DESPITE our eagerness to share American fashions and trends, Australia is not the United States.
For one thing, we don’t share their obsession with firearms.
The US was born of gun violence – starting with the War of Independence, when the young colony’s populace fought to free itself from colonial British rule. Less than 100 years later came the American Civil War, when the states fought among themselves.
Hundreds of thousands of American died in these conflicts, and yet the American people see them as the events that forged their nation.
On the other hand, modern Australia has never faced internal conflict, except for the slaughter of Aboriginal Australians in the 19th and early 20th centuries.
Yes, we like our guns and the gun lobby in Australia has had an influence over our politics, which continues to this day – at least in NSW. But we have grown up with guns as a rite of passage rather than a means of self-defence.
Even that attachment to guns in Australia is waning. A couple of generations ago, just about every kid had a BB gun or a .22 rifle and started off shooting rabbits before graduating to kangaroos or wild pigs. But the firearm was never seen as an appendage and we never saw it as our ‘‘God-given right’’ to carry a firearm, to quote US Republican policy.
Today, apart from the dedicated sporting shooters and their lobby, and the farmers who legitimately rely on guns for vermin control, there seems to be little interest in guns in Australia. What brought about that change?

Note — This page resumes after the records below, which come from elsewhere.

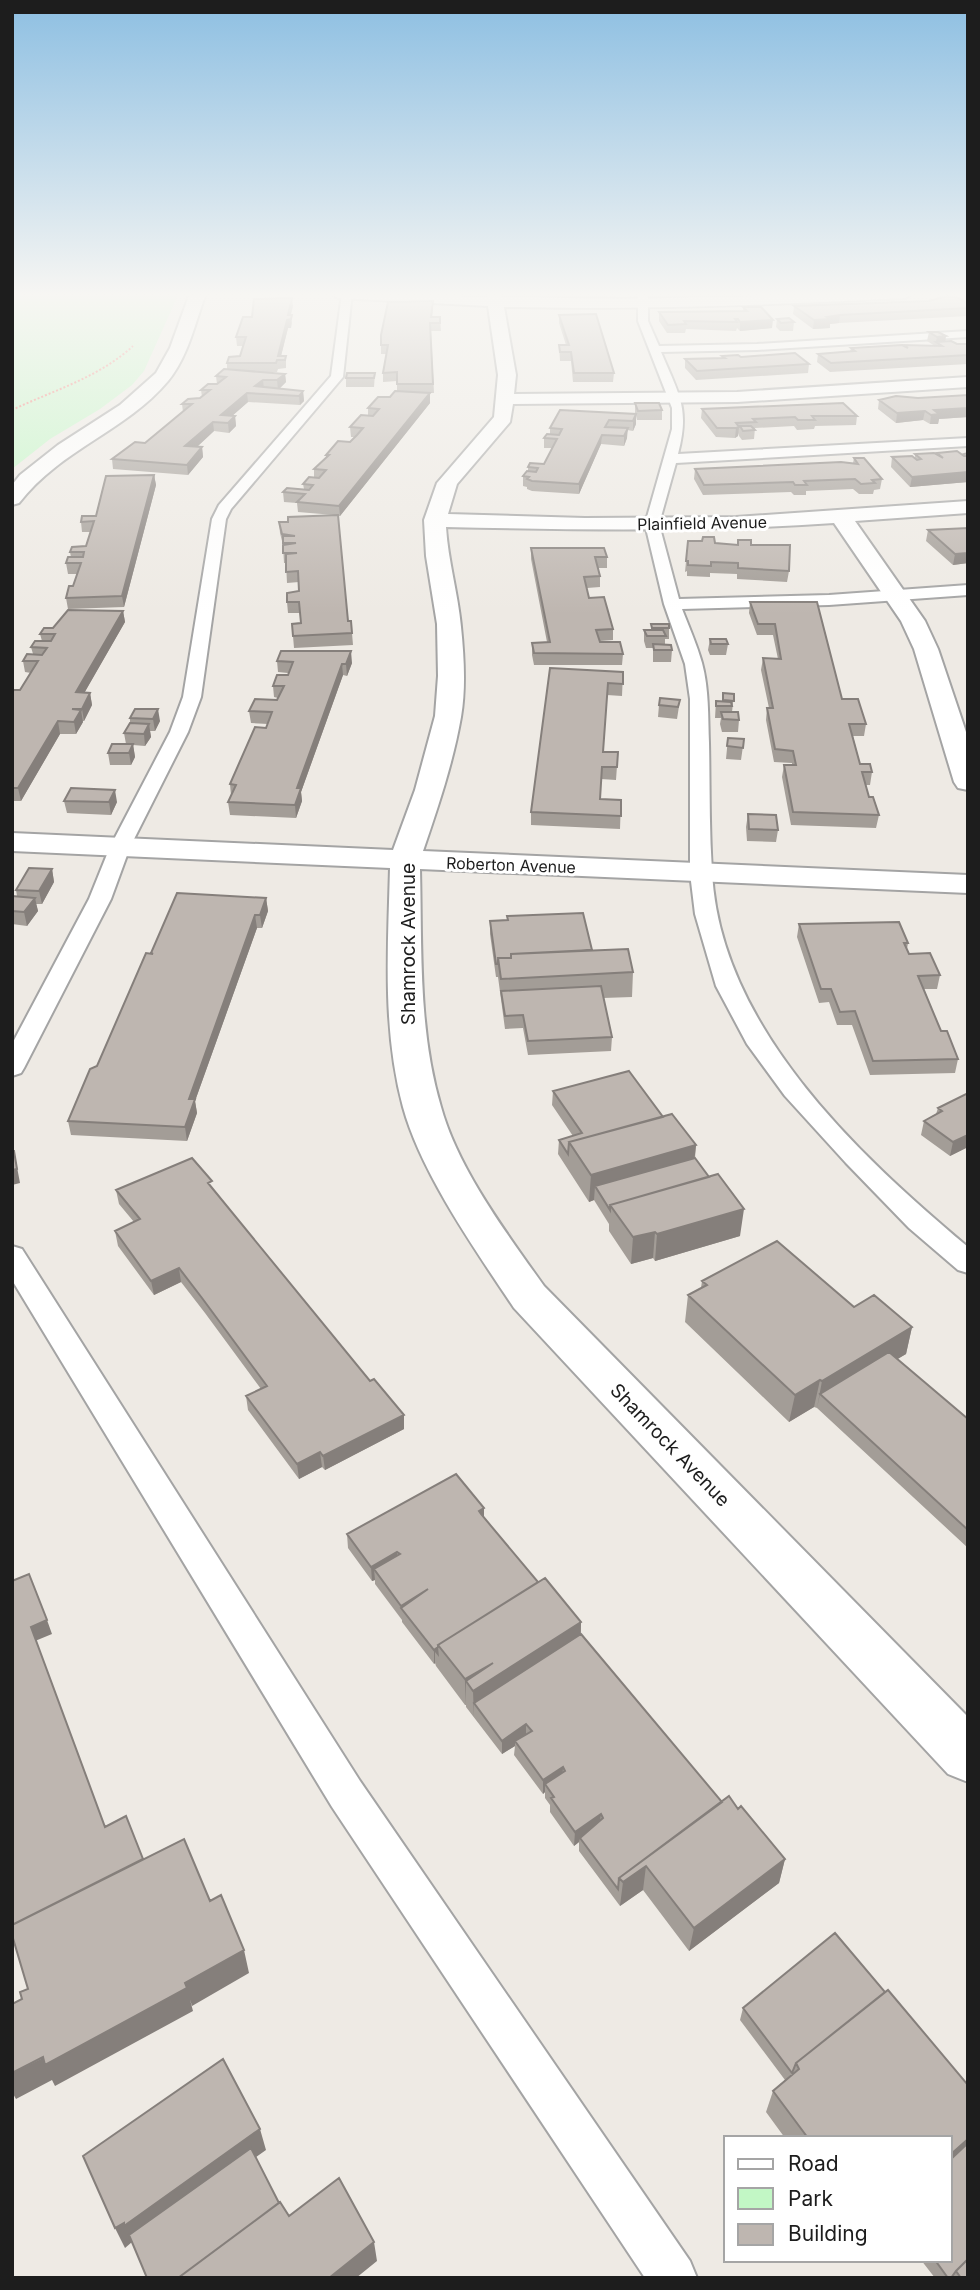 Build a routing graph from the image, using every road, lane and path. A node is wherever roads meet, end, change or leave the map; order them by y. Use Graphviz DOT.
graph roads {
  1 [pos="505,399"];
  2 [pos="677,399"];
  3 [pos="35,400"];
  4 [pos="136,400"];
  5 [pos="317,400"];
  6 [pos="12,410"];
  7 [pos="968,442"];
  8 [pos="669,458"];
  9 [pos="12,499"];
  10 [pos="968,507"];
  11 [pos="841,517"];
  12 [pos="435,520"];
  13 [pos="652,524"];
  14 [pos="968,590"];
  15 [pos="896,597"];
  16 [pos="672,604"];
  17 [pos="968,782"];
  18 [pos="12,842"];
  19 [pos="120,847"];
  20 [pos="405,860"];
  21 [pos="701,873"];
  22 [pos="968,884"];
  23 [pos="12,1068"];
  24 [pos="12,1256"];
  25 [pos="968,1263"];
  26 [pos="968,1756"];
  27 [pos="673,2278"];
  1 -- 12 [label="street, Shamrock Avenue"];
  2 -- 8 [label="lane"];
  3 -- 6 [label="path"];
  4 -- 9 [label="street"];
  5 -- 19 [label="lane"];
  7 -- 8 [label="lane"];
  8 -- 13 [label="lane"];
  10 -- 11 [label="street, Plainfield Avenue"];
  11 -- 13 [label="street, Plainfield Avenue"];
  11 -- 15 [label="street"];
  12 -- 13 [label="street, Plainfield Avenue"];
  12 -- 20 [label="street, Shamrock Avenue"];
  13 -- 16 [label="lane"];
  14 -- 15 [label="lane"];
  15 -- 16 [label="lane"];
  15 -- 17 [label="street"];
  16 -- 21 [label="lane"];
  18 -- 19 [label="street, Roberton Avenue"];
  19 -- 20 [label="street, Roberton Avenue"];
  19 -- 23 [label="lane"];
  20 -- 21 [label="street, Roberton Avenue"];
  20 -- 26 [label="street, Shamrock Avenue"];
  21 -- 22 [label="street, Roberton Avenue"];
  21 -- 25 [label="lane"];
  24 -- 27 [label="lane"];
}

There have been mass shootings in Australia since white settlement. However, it was not until the 1980s that real concern was raised about shootings, particularly in public places and where the victims were shot indiscriminately.

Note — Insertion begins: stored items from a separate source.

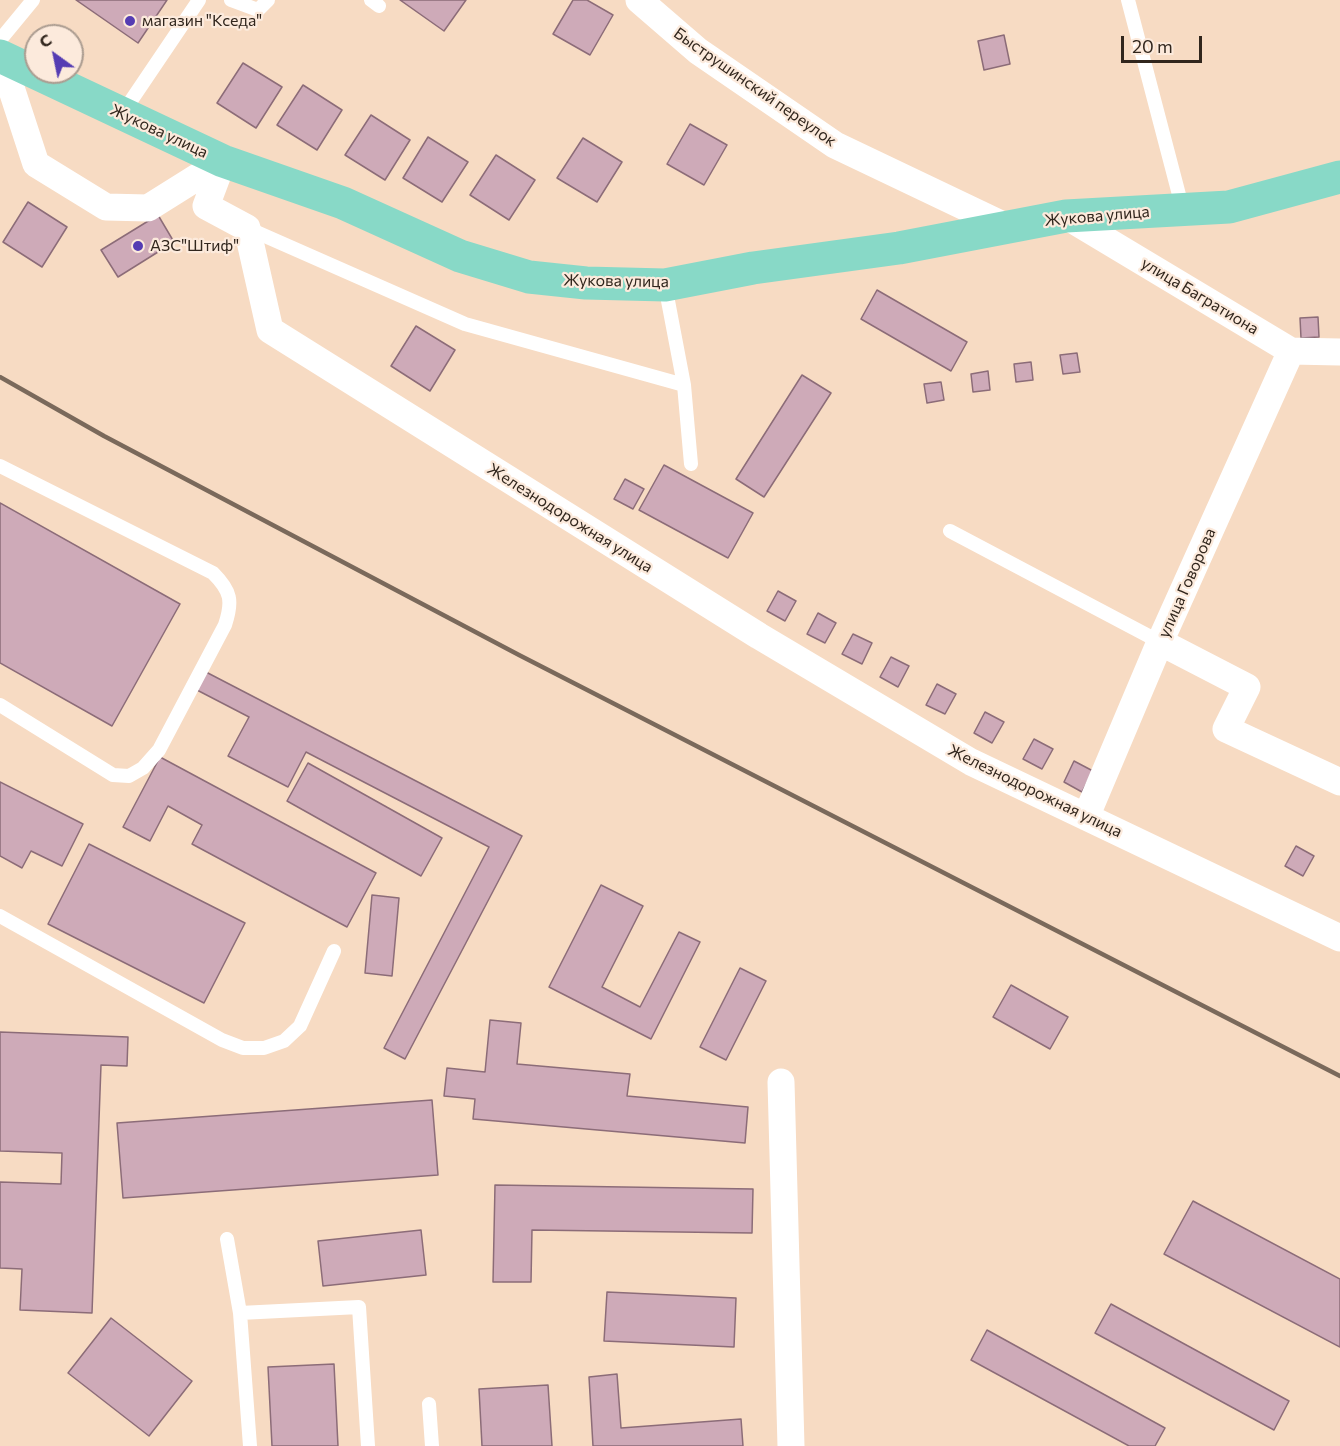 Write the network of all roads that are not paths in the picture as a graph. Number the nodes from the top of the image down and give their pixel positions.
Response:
1 (33, 0) edge
2 (199, 0) edge
3 (231, 0) edge
4 (268, 0) edge
5 (639, 0) edge
6 (1128, 0) edge
7 (0, 51) edge
8 (122, 114) junction
9 (224, 161) junction
10 (1340, 177) edge
11 (1183, 210) junction
12 (1066, 216) junction
13 (1007, 227) junction
14 (247, 228) junction
15 (665, 285) junction
16 (1291, 351) junction
17 (1340, 352) edge
18 (684, 385) junction
19 (691, 464) dead end
20 (0, 466) edge
21 (950, 531) dead end
22 (1160, 642) junction
23 (0, 705) edge
24 (1340, 781) edge
25 (1086, 817) junction
26 (0, 916) edge
27 (1340, 938) edge
28 (334, 951) dead end
29 (781, 1082) dead end
30 (226, 1239) dead end
31 (240, 1313) junction
32 (429, 1404) dead end
33 (250, 1446) edge
34 (368, 1446) edge
35 (432, 1446) edge
36 (791, 1446) edge

1 - 7 lane
2 - 8 lane
3 - 4 lane
5 - 13 street, Быструшинский переулок
6 - 11 lane
7 - 8 main road, Жукова улица
7 - 9 street
8 - 9 main road, Жукова улица
9 - 14 street
9 - 15 main road, Жукова улица
10 - 11 main road, Жукова улица
11 - 12 main road, Жукова улица
12 - 13 main road, Жукова улица
12 - 16 street, улица Багратиона
13 - 15 main road, Жукова улица
14 - 18 lane
14 - 25 street, Железнодорожная улица
15 - 18 lane
16 - 17 street, улица Багратиона
16 - 22 street, улица Говорова
18 - 19 lane
20 - 23 lane
21 - 22 lane
22 - 24 street
22 - 25 street, улица Говорова
25 - 27 street, Железнодорожная улица
26 - 28 lane
29 - 36 street
30 - 31 lane
31 - 33 lane
31 - 34 lane
32 - 35 lane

The 1984 “Milperra Massacre”, a shoot-out between rival bikie gangs, left a bystander – a young girl – dead. In 1987, a German tourist randomly shot dead five people in the Kimberley region.
Also in 1987, in Melbourne, seven people were shot dead in the Hoddle Street massacre.
Again, in Melbourne in 1987, eight people were shot dead in the Queen Street massacre.
In 1990, five people were shot dead in Surry Hills, Sydney.
In 1991, seven people were killed in the Strathfield Massacre.
Following the Melbourne shootings of 1987, registration of guns and restrictions on self-loading rifles and shotguns were introduced in some states.
However, there remained a patchwork of laws across the Australian jurisdictions, and guns remained prevalent in the community and easy to obtain.
That was to change. On April 28, 1996, Martin Bryant shot dead 35 people at Port Arthur, Tasmania. Sixteen years later, this remains one of the deadliest shootings worldwide committed by a single person.
Australia was appalled. On the advice of the Commonwealth Attorney-General’s department, which had sought agreement from the state police ministers on gun control for several years without any success, Prime Minister John Howard called the states and territories together.
He proposed uniform gun laws as well as a buyback scheme to take guns out of the community. The state premiers overcame their innate fear of the gun lobby and acquiesced.
As Daryl Smeaton, a principal architect of the gun-law reform package, told me recently: “The politicians knew they could not resist doing something, because public outrage was so strong.”
Public surveys at the time showed that up to 85per cent of the population supported gun control.
The gun buyback was a success – more than 600,000 firearms were purchased, and destroyed, at a cost of $480million, funded by a temporary Medicare levy.
The effect of the new laws has been dramatic and consistent, although the gun lobby continues to refute the conclusion of researchers. A 2011 Harvard University study declared: “For Australia, the NFA [National Firearms Agreement] seems to have been incredibly successful in terms of lives saved.”
The Harvard report notes that since Port Arthur there have been no gun massacres; gun suicides and homicides have fallen dramatically; and there is no evidence of substitution of other means of suicide or homicide.
The Australian people responded to the Port Arthur massacre by demanding gun-control measures and our governments responded.
Port Arthur forced Australia to confront the issue of free access to guns in the community. It remains to be seen whether the Sandy Hook massacre can have the same effect on the American people and their governments.
John Ure is a retired NSW Police officer. At the time the National Firearms Agreement (NFA) was introduced, he was Commander, NSWPol State Intelligence Group.